Now that the strike over, the AMPAS crowd have had eleven days to get their act together. Even if the show is a little rough around the edges it still means that... Oh, I really can’t be bothered that much with the awards anymore.
There are films that deserve to be feted and showered with awards and there are films that don’t, but somehow get their names on the list either through politicking or the fact that nothing better came along. Over the past decade or so, with the intense selling of films and people to the category voters by studios who want both the kudos and the additional dollars awards bring along, the bloom has gone off the rose as commerce took art roughly from behind.
Still, it makes for lively debate. It may be the attitude more akin to a dinosaur, looking back to a time when the Best Picture nominations were big pictures in every sense of the word, but the one thing I really don’t get is how films that were little more than TV Movies of the Week, gussied-up with A-list talent, walked off with the main prize.
In 1979 Kramer vs. Kramer beat out All That Jazz and Apocalypse Now to Best Picture. A year later it was Ordinary People winning out over The Elephant Man and Raging Bull. Terms of Endearment bested The Right Stuff in 1983 before everyone completely lost their marbles at the 62nd Award Ceremony, six years on, and gave it up for Driving Miss Daisy. These are the kind of films that would look slight on the Hallmark Channel.
At least this time around the nominations are pretty solid, which means there’s little chance of the Best Picture statuette being dropped into a great big steaming turd like it was with Crash. I mean, come on. “Oh, in LA we drive everywhere which means we don’t connect with anyone which--” just fuck the fucking fuck off!! You self-righteous, blinkered, self-centred cunt rags! (Three years on and apparently it still makes me really angry just thinking about it).
Because in the BBC documentary series The Lost World of Friese-Green a little old lady mentioned how, following the advent of the motorcar, people eventually lost the connection with their neighbours. And this was in some tiny village up north. If you want a decent film about a cultural and racial divide in Los Angeles, Lawrence Kasdan’s Grand Canyon beat Crash to the punch and did it in a far more entertaining way, free from supercilious bullshit.
Looking forward to tomorrow, much like America’s fastest-growing political party is apparently ABH – Anyone But Hillary – when the curtain goes up at the Kodak, I’d be happy if the awards went to AFBA: Any Film But Atonement, the one nomination that is far worse than everyone makes out.

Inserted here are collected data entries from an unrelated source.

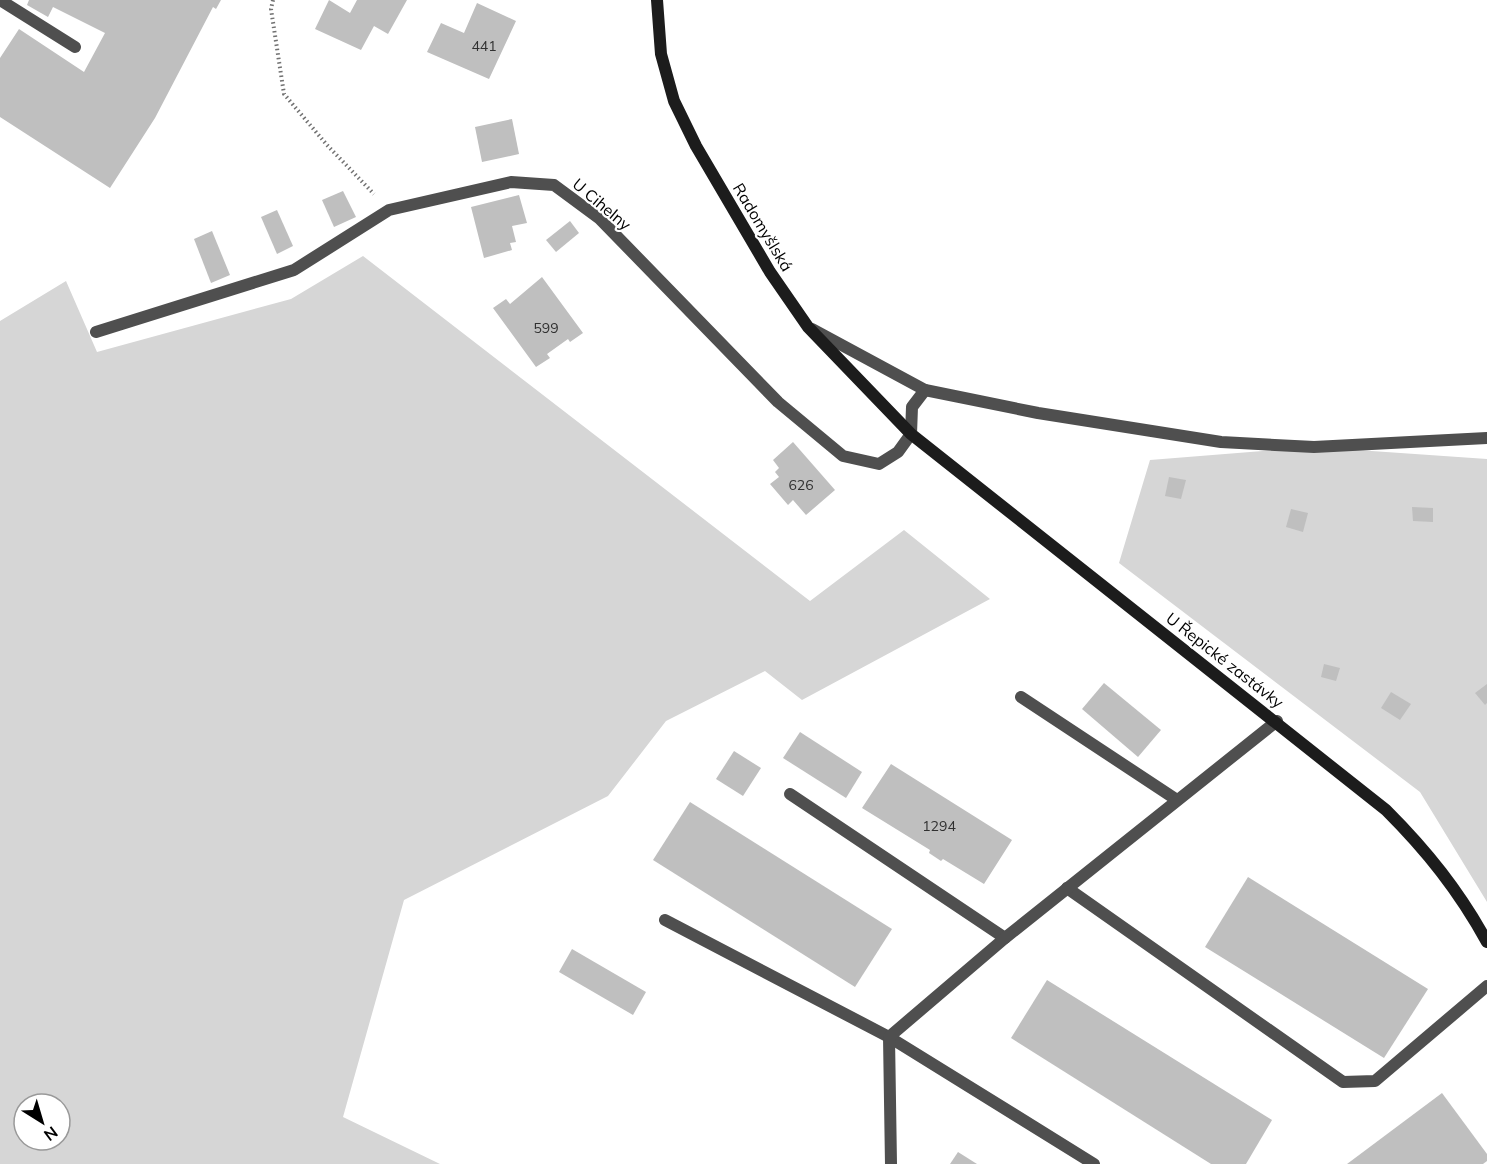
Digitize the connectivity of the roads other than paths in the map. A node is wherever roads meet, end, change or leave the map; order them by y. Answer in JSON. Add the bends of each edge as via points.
{"nodes":[{"id":1,"x":0,"y":0,"type":"edge"},
{"id":2,"x":657,"y":0,"type":"edge"},
{"id":3,"x":75,"y":47,"type":"dead end"},
{"id":4,"x":808,"y":327,"type":"junction"},
{"id":5,"x":96,"y":332,"type":"dead end"},
{"id":6,"x":925,"y":390,"type":"junction"},
{"id":7,"x":911,"y":434,"type":"junction"},
{"id":8,"x":1487,"y":438,"type":"edge"},
{"id":9,"x":1021,"y":697,"type":"dead end"},
{"id":10,"x":1276,"y":721,"type":"junction"},
{"id":11,"x":790,"y":794,"type":"dead end"},
{"id":12,"x":1177,"y":800,"type":"junction"},
{"id":13,"x":1067,"y":888,"type":"junction"},
{"id":14,"x":665,"y":920,"type":"dead end"},
{"id":15,"x":1005,"y":938,"type":"junction"},
{"id":16,"x":1487,"y":942,"type":"edge"},
{"id":17,"x":1487,"y":986,"type":"edge"},
{"id":18,"x":889,"y":1037,"type":"junction"},
{"id":19,"x":891,"y":1164,"type":"edge"},
{"id":20,"x":1094,"y":1164,"type":"edge"}],
"edges":[{"from":1,"to":3,"type":"street"},
{"from":2,"to":4,"type":"main road","name":"Radomyšlská","via":[[661,54],[674,101],[696,147],[770,272]]},
{"from":4,"to":6,"type":"street"},
{"from":4,"to":7,"type":"main road","name":"Radomyšlská"},
{"from":5,"to":7,"type":"street","name":"U Cihelny","via":[[294,270],[389,210],[511,183],[554,186],[600,219],[778,402],[843,456],[879,464],[898,452]]},
{"from":6,"to":7,"type":"street","via":[[912,407]]},
{"from":6,"to":8,"type":"street","via":[[1038,413],[1221,442],[1314,447]]},
{"from":7,"to":10,"type":"main road","name":"U Řepické zastávky"},
{"from":9,"to":12,"type":"street"},
{"from":10,"to":12,"type":"street"},
{"from":10,"to":16,"type":"main road","name":"U Řepické zastávky","via":[[1386,810],[1426,850],[1468,907]]},
{"from":11,"to":15,"type":"street"},
{"from":12,"to":13,"type":"street"},
{"from":13,"to":15,"type":"street"},
{"from":13,"to":17,"type":"street","via":[[1343,1082],[1375,1081]]},
{"from":14,"to":18,"type":"street"},
{"from":15,"to":18,"type":"street"},
{"from":18,"to":19,"type":"street"},
{"from":18,"to":20,"type":"street"}]}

It would be great if Juno was seriously recognised, although from the quartet of nominations it’s likely that only Diablo Cody will get to step up onto the stage. Though I have to say, it’s pretty cool that Ratatouille is also nominated for Best Original Screenplay.
I hope, having two nominations in Achievement in Cinematography, Roger Deakins doesn’t lose out with the votes split between The Assassination of Jesse James by the Coward Robert Ford and No Country for Old Men – even if Deakins himself thinks it will go to Robert Elswit for There Will Be Blood.
After that everything can pretty much go the way it goes. After all, any major upsets are likely keep the debates raging along nicely. That said, it would be good if Daniel Barber picked up the Best Live Action Short Film Award for The Tonto Woman.
3 Comments:
It would be nice if the Peter & The Wolf film won for Animated Short- it's British and, having seen it on C4 at Christmas, I think really rather good...
Anything that attracts the attention of the Oscars I avoid like the plague, though having been a gymslip Mum myself I may make time for JUNO. Even though that's a stupid name.
Mmmmm, gymslip...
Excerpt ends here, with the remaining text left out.